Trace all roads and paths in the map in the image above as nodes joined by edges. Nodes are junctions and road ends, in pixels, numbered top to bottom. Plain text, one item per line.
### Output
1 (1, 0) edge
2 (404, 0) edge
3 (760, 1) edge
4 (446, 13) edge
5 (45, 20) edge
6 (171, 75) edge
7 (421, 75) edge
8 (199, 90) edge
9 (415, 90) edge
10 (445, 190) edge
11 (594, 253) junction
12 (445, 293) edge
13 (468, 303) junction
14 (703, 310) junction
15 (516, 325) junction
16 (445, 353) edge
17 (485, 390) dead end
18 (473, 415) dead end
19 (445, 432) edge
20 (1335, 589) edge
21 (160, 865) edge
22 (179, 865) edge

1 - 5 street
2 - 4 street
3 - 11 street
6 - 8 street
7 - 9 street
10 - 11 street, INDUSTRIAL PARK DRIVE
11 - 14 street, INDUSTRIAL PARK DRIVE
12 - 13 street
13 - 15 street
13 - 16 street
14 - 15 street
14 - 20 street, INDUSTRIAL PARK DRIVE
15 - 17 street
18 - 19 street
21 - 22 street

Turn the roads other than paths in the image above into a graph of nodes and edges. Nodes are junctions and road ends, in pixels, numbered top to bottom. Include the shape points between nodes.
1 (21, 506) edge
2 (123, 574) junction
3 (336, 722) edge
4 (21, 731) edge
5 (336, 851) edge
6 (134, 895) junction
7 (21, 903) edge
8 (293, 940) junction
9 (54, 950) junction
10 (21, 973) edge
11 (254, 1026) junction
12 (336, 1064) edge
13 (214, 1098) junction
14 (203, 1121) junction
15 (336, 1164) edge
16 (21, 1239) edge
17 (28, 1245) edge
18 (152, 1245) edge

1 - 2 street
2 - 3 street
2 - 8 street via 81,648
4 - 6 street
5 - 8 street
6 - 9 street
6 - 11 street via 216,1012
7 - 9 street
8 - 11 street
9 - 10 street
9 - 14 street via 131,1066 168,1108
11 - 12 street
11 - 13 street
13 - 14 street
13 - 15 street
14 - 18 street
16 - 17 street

########################################

# [Task objective]
Every record must appear in the answer exactly as written.

# [Response below]
Trace all roads and paths in the map in the image above as nodes joined by edges. Nodes are junctions and road ends, in pixels, numbered top to bottom. Plain text, one item per line.
### Output
1 (1, 0) edge
2 (404, 0) edge
3 (760, 1) edge
4 (446, 13) edge
5 (45, 20) edge
6 (171, 75) edge
7 (421, 75) edge
8 (199, 90) edge
9 (415, 90) edge
10 (445, 190) edge
11 (594, 253) junction
12 (445, 293) edge
13 (468, 303) junction
14 (703, 310) junction
15 (516, 325) junction
16 (445, 353) edge
17 (485, 390) dead end
18 (473, 415) dead end
19 (445, 432) edge
20 (1335, 589) edge
21 (160, 865) edge
22 (179, 865) edge

1 - 5 street
2 - 4 street
3 - 11 street
6 - 8 street
7 - 9 street
10 - 11 street, INDUSTRIAL PARK DRIVE
11 - 14 street, INDUSTRIAL PARK DRIVE
12 - 13 street
13 - 15 street
13 - 16 street
14 - 15 street
14 - 20 street, INDUSTRIAL PARK DRIVE
15 - 17 street
18 - 19 street
21 - 22 street

Turn the roads other than paths in the image above into a graph of nodes and edges. Nodes are junctions and road ends, in pixels, numbered top to bottom. Include the shape points between nodes.
1 (21, 506) edge
2 (123, 574) junction
3 (336, 722) edge
4 (21, 731) edge
5 (336, 851) edge
6 (134, 895) junction
7 (21, 903) edge
8 (293, 940) junction
9 (54, 950) junction
10 (21, 973) edge
11 (254, 1026) junction
12 (336, 1064) edge
13 (214, 1098) junction
14 (203, 1121) junction
15 (336, 1164) edge
16 (21, 1239) edge
17 (28, 1245) edge
18 (152, 1245) edge

1 - 2 street
2 - 3 street
2 - 8 street via 81,648
4 - 6 street
5 - 8 street
6 - 9 street
6 - 11 street via 216,1012
7 - 9 street
8 - 11 street
9 - 10 street
9 - 14 street via 131,1066 168,1108
11 - 12 street
11 - 13 street
13 - 14 street
13 - 15 street
14 - 18 street
16 - 17 street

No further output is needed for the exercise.